Legal Question in Real Estate Law in California
Relatives Abandoned Property
I am renting a condo from my parents and before I moved in (15 months ago) they allowed my sister to store a hutch in the garage. From the time I knew I was moving in, I asked her several times to remove her hutch which she still has not. It was just a bother at first but now the space is a necessity for a new business venture I've started. I have items being delivered next week that I need the garage space to store them in. I have gone to my parents several times and emailed her that her stuff has to be gone by next Tuesday. What are my rights to remove her hutch? How long do I have to wait. Can I just haul it to the dumpster if she does not reply?
1 Answer from Attorneys
Re: Relatives Abandoned Property
I am going to take a non-scientific, non-educated guess. I think it depends upon whether your lease from your parents expressly, or more likely by tacit implication, excepted and reserved the space occupied by the hutch from your lease.

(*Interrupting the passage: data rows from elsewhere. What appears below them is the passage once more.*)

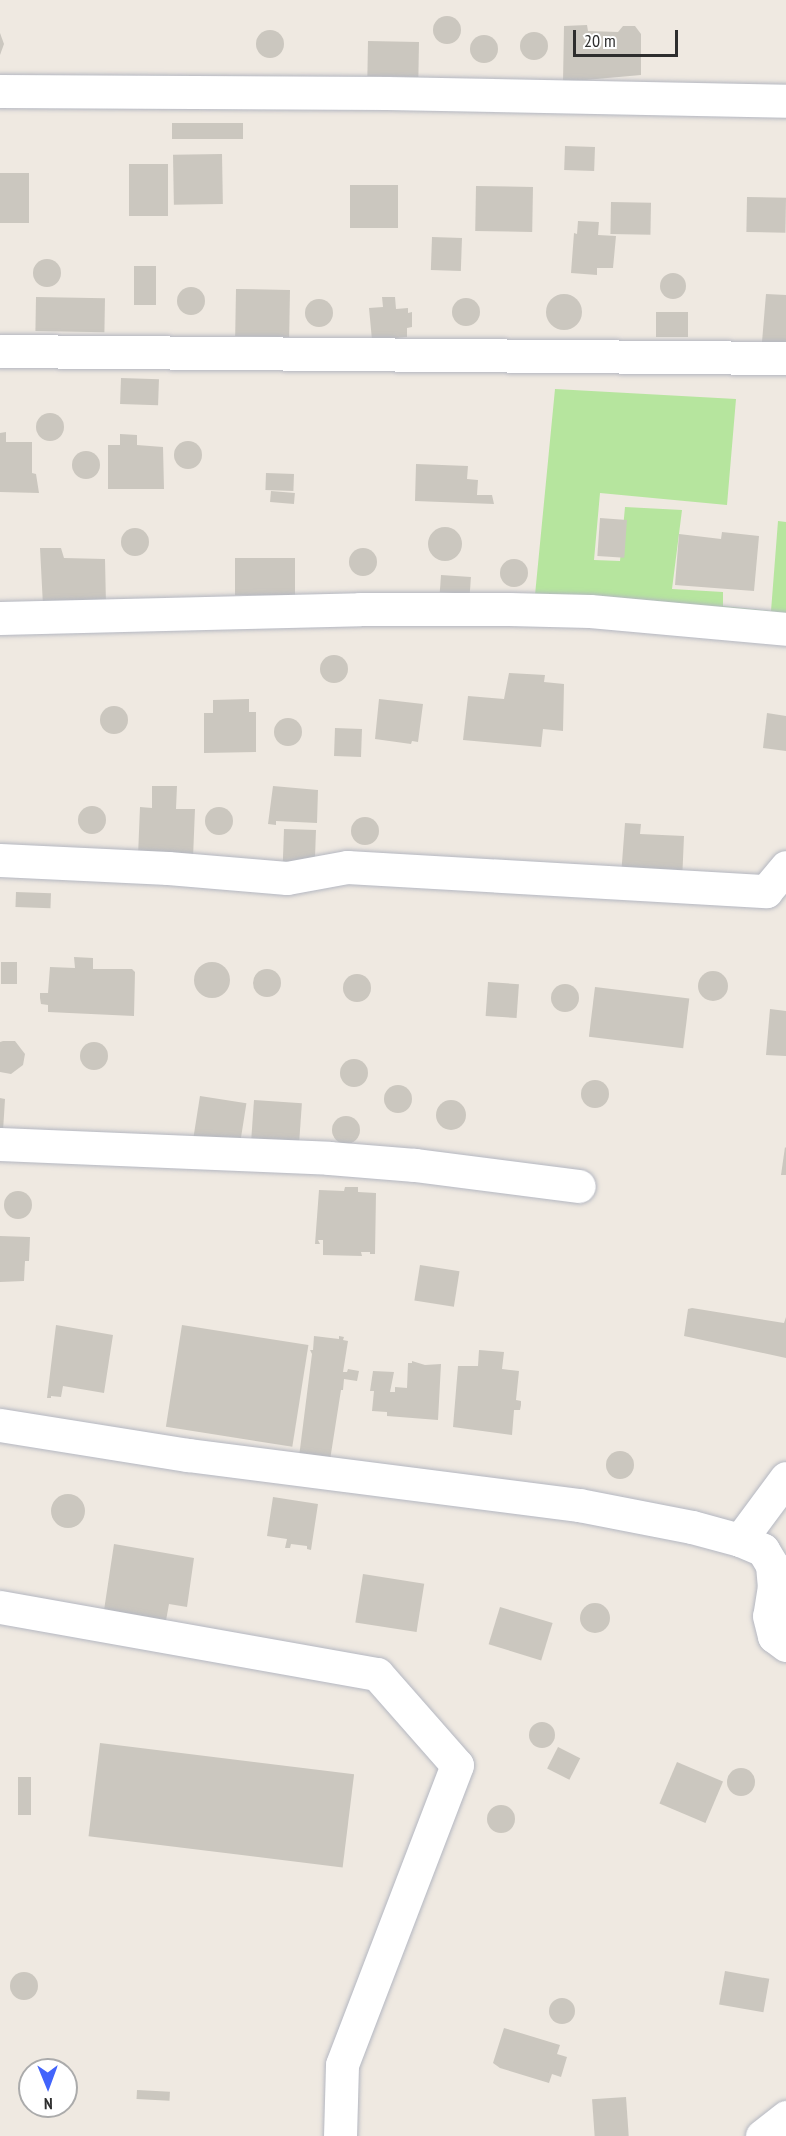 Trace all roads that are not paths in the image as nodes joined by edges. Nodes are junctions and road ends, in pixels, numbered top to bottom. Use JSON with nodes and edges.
{"nodes":[{"id":1,"x":0,"y":91,"type":"edge"},
{"id":2,"x":786,"y":101,"type":"edge"},
{"id":3,"x":0,"y":351,"type":"edge"},
{"id":4,"x":786,"y":358,"type":"edge"},
{"id":5,"x":0,"y":618,"type":"edge"},
{"id":6,"x":786,"y":628,"type":"edge"},
{"id":7,"x":0,"y":860,"type":"edge"},
{"id":8,"x":786,"y":867,"type":"edge"},
{"id":9,"x":0,"y":1144,"type":"edge"},
{"id":10,"x":579,"y":1186,"type":"dead end"},
{"id":11,"x":0,"y":1425,"type":"edge"},
{"id":12,"x":786,"y":1478,"type":"edge"},
{"id":13,"x":740,"y":1540,"type":"junction"},
{"id":14,"x":0,"y":1607,"type":"edge"},
{"id":15,"x":786,"y":1645,"type":"edge"},
{"id":16,"x":786,"y":2117,"type":"edge"},
{"id":17,"x":340,"y":2136,"type":"edge"},
{"id":18,"x":762,"y":2136,"type":"edge"}],
"edges":[{"from":1,"to":2,"type":"street"},
{"from":3,"to":4,"type":"street"},
{"from":5,"to":6,"type":"street"},
{"from":7,"to":8,"type":"street"},
{"from":9,"to":10,"type":"street"},
{"from":11,"to":13,"type":"street"},
{"from":12,"to":13,"type":"street"},
{"from":13,"to":15,"type":"street"},
{"from":14,"to":17,"type":"street"},
{"from":16,"to":18,"type":"street"}]}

Your parents seem to be "in the loop," but perhaps unwilling at this point to take sides. At any rate, you say you've talked to your parents about this problem several times. You don't, however, state whether they take the position that your lease gives you 100% of the property or if you were supposed, by the lease, to accept the presence of your sister's long-term storage.

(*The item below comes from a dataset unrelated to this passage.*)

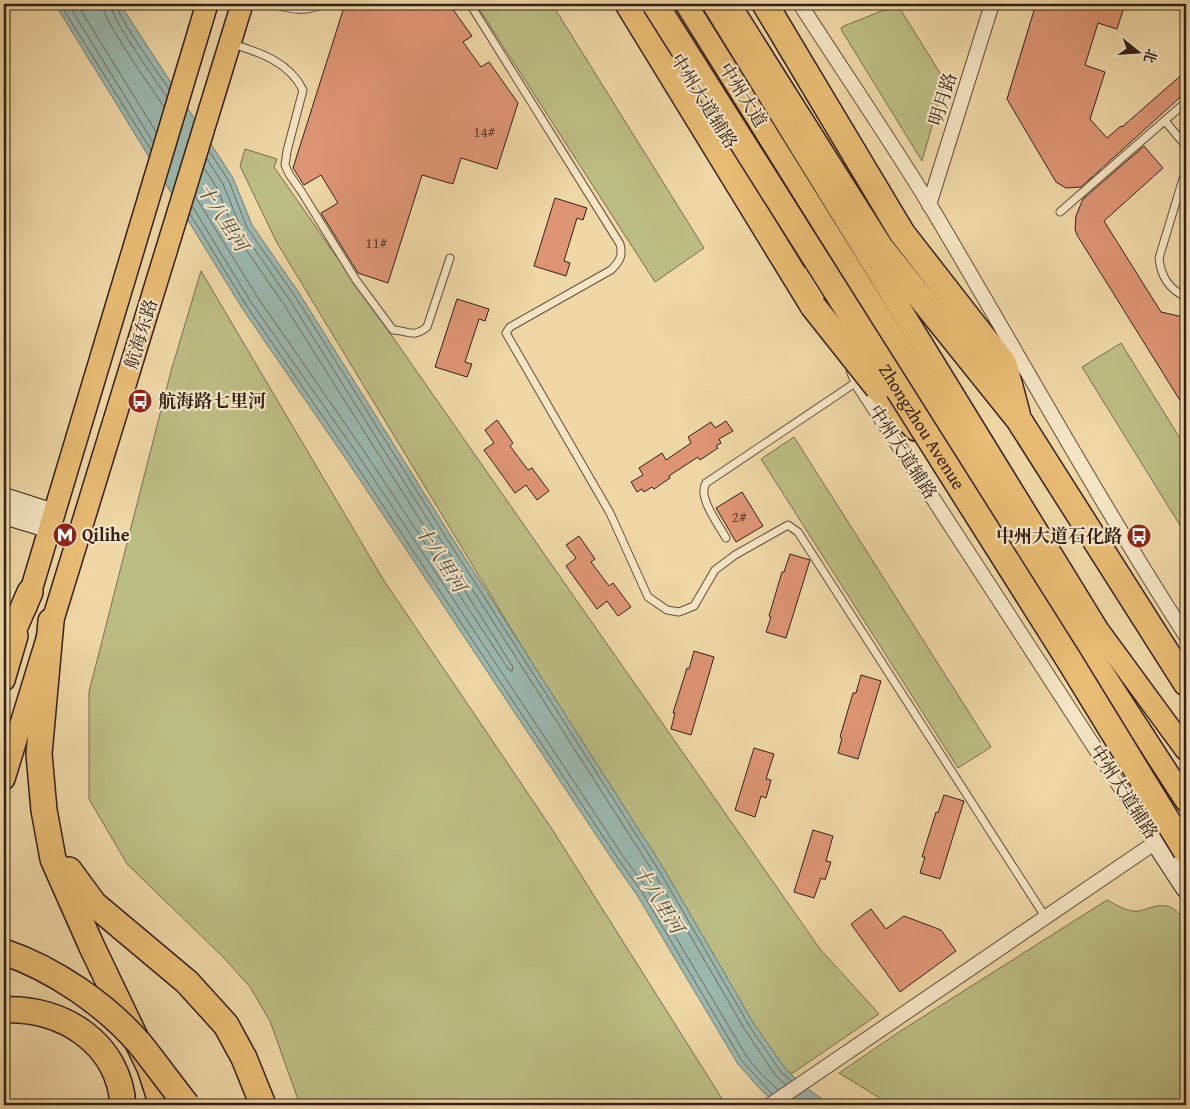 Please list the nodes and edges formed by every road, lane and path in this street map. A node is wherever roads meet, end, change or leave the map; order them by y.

In any event, in court the first legal issue would be whether the space occupied by your sister's property was leased to you or held back by express provision or impliedly based on intra-family understanding. I'd say more likely than not you win on this point, but not by a huge margin. Courts have a propensity to believe that deals within a family are, or should be, designed or intended to foster strong intra-family relations.
If it turns out, as it may, that your sister's property is there as a result of a deposit or bailment that you initially agreed to, but that you have a right to the space and she has no right to it, you can terminate your duties as a depositary by giving reasonable notice to come and get it, as you seem to have done. Whether "by next Tuesday" is sufficient notice depends upon when it was given and a host of other factors, such as where she lives.

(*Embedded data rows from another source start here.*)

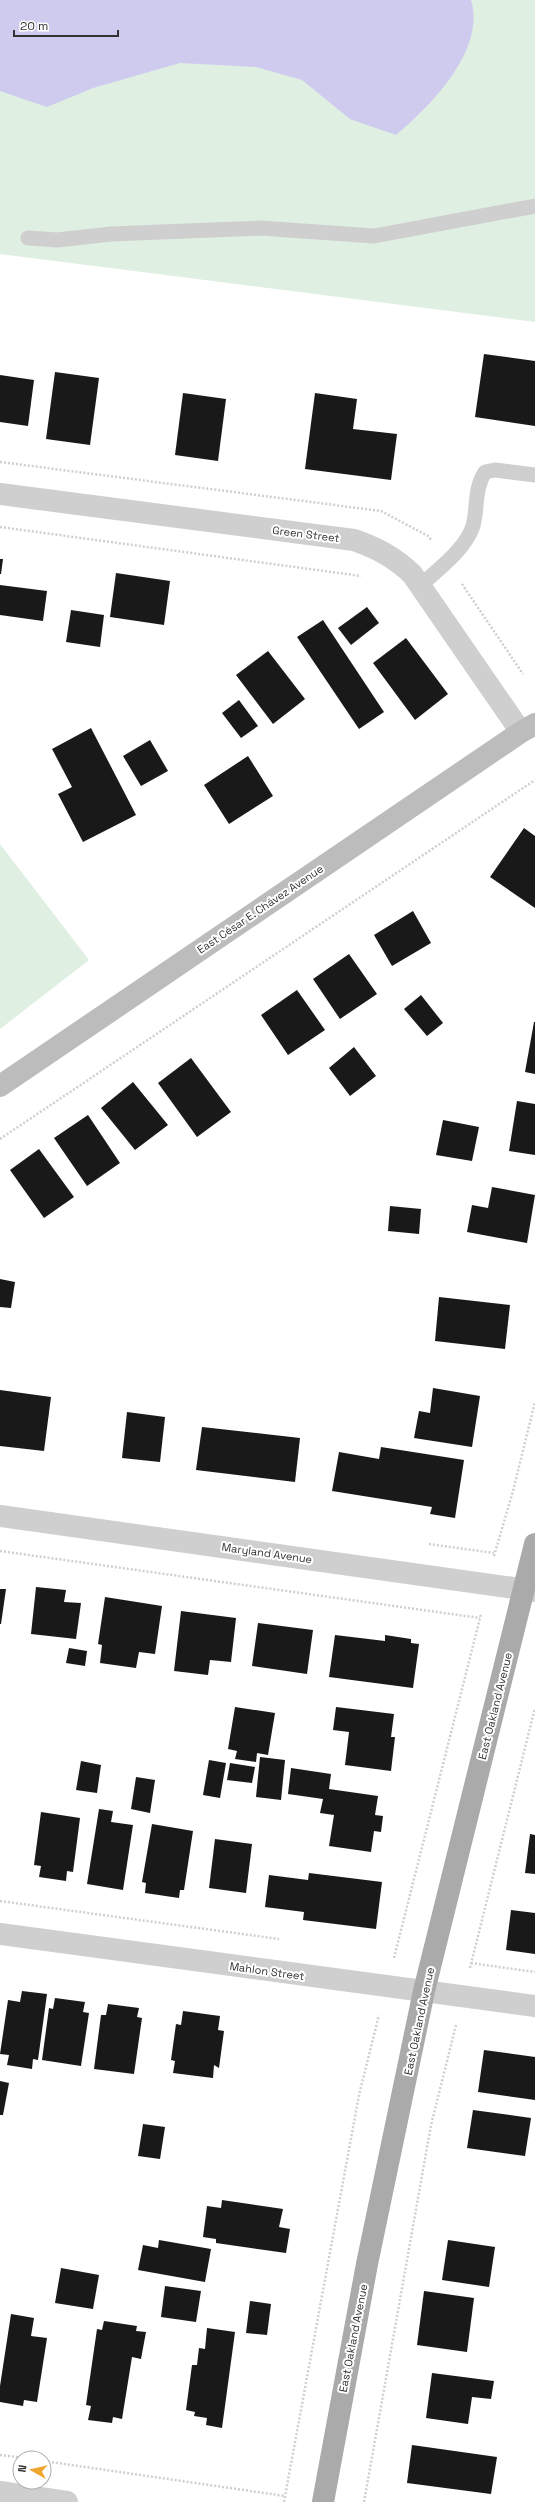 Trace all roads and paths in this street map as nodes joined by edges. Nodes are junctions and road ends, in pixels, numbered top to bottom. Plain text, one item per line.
1 (535, 206) edge
2 (28, 238) dead end
3 (535, 475) edge
4 (0, 494) edge
5 (0, 527) edge
6 (365, 577) dead end
7 (420, 586) junction
8 (535, 715) edge
9 (528, 728) edge
10 (535, 780) edge
11 (0, 1086) edge
12 (0, 1139) edge
13 (535, 1402) edge
14 (0, 1516) edge
15 (535, 1544) edge
16 (0, 1551) edge
17 (488, 1584) junction
18 (529, 1590) edge
19 (480, 1618) junction
20 (535, 1708) edge
21 (0, 1901) edge
22 (0, 1934) edge
23 (284, 1940) dead end
24 (386, 1954) dead end
25 (394, 1955) junction
26 (471, 1963) junction
27 (535, 1972) edge
28 (386, 1987) junction
29 (424, 1991) junction
30 (463, 1996) junction
31 (535, 2006) edge
32 (0, 2454) edge
33 (12, 2456) edge
34 (52, 2462) edge
35 (0, 2492) edge
36 (285, 2496) junction
37 (67, 2502) edge
38 (284, 2502) edge
39 (323, 2502) edge
40 (364, 2502) edge

1 - 2 lane
3 - 7 lane
4 - 7 street, Green Street
5 - 6 path
7 - 9 street, Green Street
8 - 9 street, East César E. Chávez Avenue
9 - 11 street, East César E. Chávez Avenue
10 - 12 path
13 - 17 path
14 - 17 street, Maryland Avenue
15 - 18 main road, East Oakland Avenue
16 - 19 path
17 - 18 street, Maryland Avenue
17 - 19 path
18 - 29 main road, East Oakland Avenue
19 - 25 path
20 - 26 path
21 - 23 path
22 - 28 street, Mahlon Street
24 - 25 path
25 - 28 path
26 - 27 path
26 - 30 path
28 - 29 street, Mahlon Street
28 - 36 path
29 - 30 street, Mahlon Street
29 - 39 main road, East Oakland Avenue
30 - 31 street, Mahlon Street
30 - 40 path
32 - 33 path
34 - 36 path
35 - 37 street
36 - 38 path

Upon termination of your duties as a depositary, if that's what you are, you don't necessarily have the right to throw the hutch in the dumpster. After all, it still is her property, not yours. You must do whatever is commercially reasonable. If it has value, that means sell it and send her the money, minus your costs of sale.
As a practical matter, I think the facts show some family dysfuction that is an overarching issue of more long-term significance than a doggone hutch. I think everyone should stop focusing on their legal rights and refocus on how a family can get along for the common long-term good. Amen.